Scene di panico e dolore allo stadio Heysel. Nella foto piccola, Giusy Conti con il foulard bianconero di cui parla Santori
Non ho mai dimenticato quella mattina di maggio 1985 quando mi trovai, come di vice preside del liceo classico Petrarca, a firmare il permesso di uscita anticipata per una mia alunna della classe II C che era in partenza per il Belgio per assistere alla finale della sua Juventus con il Liverpool. Quante volte mi son rammaricato di non averle potuto dire: "Non ti ci mando!".
Invece mi fece tenerezza perché fin dalla mattina era venuta a scuola avvolta in un vistoso foulard bianconero e mi si presentò nell’ingenua freschezza dei suoi diciassette anni, con gli occhi brillanti di gioia. Ho avuto centinaia di alunne nei miei anni di docenza e successivamente migliaia in quelli di presidenza del liceo scientifico di Codigoro, del magistrale Colonna e del liceo scientifico Redi, ma Conti Giuseppina, pardon Giusy (come voleva essere chiamata, perché considerava il suo nome troppo antiquato) è rimasta nel mio cuore come indimenticabile punto di riferimento per la conoscenza dell’universo adolescenziale.
Giusy, ordinata e precisa, ma non pedante, prendeva tutto sul serio: nella scuola e fuori. Adorava lo sport: i suoi quaderni erano costellati di nomi di ciclisti, tennisti, atleti di varie specialità e, naturalmente, di calciatori. Il suo amore per lo sport non era tuttavia soltanto quello passivo del tifoso! Per fare un esempio, quando scoprì il tennis decise di praticarlo: mi dicevano che non se cavasse per niente male e che avesse, anzi, un rovescio di tutto rispetto.

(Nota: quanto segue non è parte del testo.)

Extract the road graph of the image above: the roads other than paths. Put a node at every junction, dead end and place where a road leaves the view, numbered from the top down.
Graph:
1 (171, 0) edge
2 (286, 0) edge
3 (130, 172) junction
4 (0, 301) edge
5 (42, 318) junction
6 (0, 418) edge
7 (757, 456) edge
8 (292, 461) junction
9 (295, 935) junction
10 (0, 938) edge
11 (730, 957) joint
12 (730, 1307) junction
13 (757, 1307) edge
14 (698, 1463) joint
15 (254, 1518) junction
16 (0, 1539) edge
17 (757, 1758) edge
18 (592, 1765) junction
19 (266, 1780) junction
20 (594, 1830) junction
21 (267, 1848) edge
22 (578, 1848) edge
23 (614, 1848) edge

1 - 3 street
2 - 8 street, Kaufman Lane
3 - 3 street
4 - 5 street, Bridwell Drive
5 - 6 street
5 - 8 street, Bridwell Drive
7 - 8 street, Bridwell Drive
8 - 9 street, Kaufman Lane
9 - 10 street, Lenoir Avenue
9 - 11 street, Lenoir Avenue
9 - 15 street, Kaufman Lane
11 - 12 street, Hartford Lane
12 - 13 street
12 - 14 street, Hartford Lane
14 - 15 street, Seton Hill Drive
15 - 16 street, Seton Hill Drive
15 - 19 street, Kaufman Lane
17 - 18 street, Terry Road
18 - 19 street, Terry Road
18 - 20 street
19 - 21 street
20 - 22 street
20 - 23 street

Oggi l’impianto sportivo di Rigutino, destinato a migliorare la logistica e l’organizzazione delle attività, anche giovanili, dell’Arezzo che ne ha assunto la gestione, è giustamente intitolato a Giusy Conti. La sua storia è quella di un’adolescente con i jeans, le scarpe a vela e il maglione rosso, che non voglio retoricamente definire speciale perché era semplicemente normale, piena di vita, ricca di quelle semplici e sincere passioni che muovono il cuore degli adolescenti, per lo meno di tanti adolescenti aventi alle spalle una bella e solida famiglia. Il suo modo di essere ci porta nelle botteghe, nelle strade, nei parchi, nelle discoteche e naturalmente nella scuola di allora. Giusy era una studentessa esemplare, ma tutt’altro che la classica antipatica secchiona: vivace, ma educata e responsabile, semplicemente amava lo studio (era una lettrice onnivora) e detestava fare brutte figure.
Nel firmare il permesso le ricordai con tono scherzosamente minaccioso che al ritorno dal Belgio l’attendeva l’interrogazione sui lirici greci su tutto il programma quadrimestrale, che avrebbe superato brillantemente, orgogliosa com’era, a costo di portarsi dietro il libro e studiare in treno. E invece rimase un banco vuoto con sopra un mazzo di fiori in una classe divenuta improvvisamente silenziosa.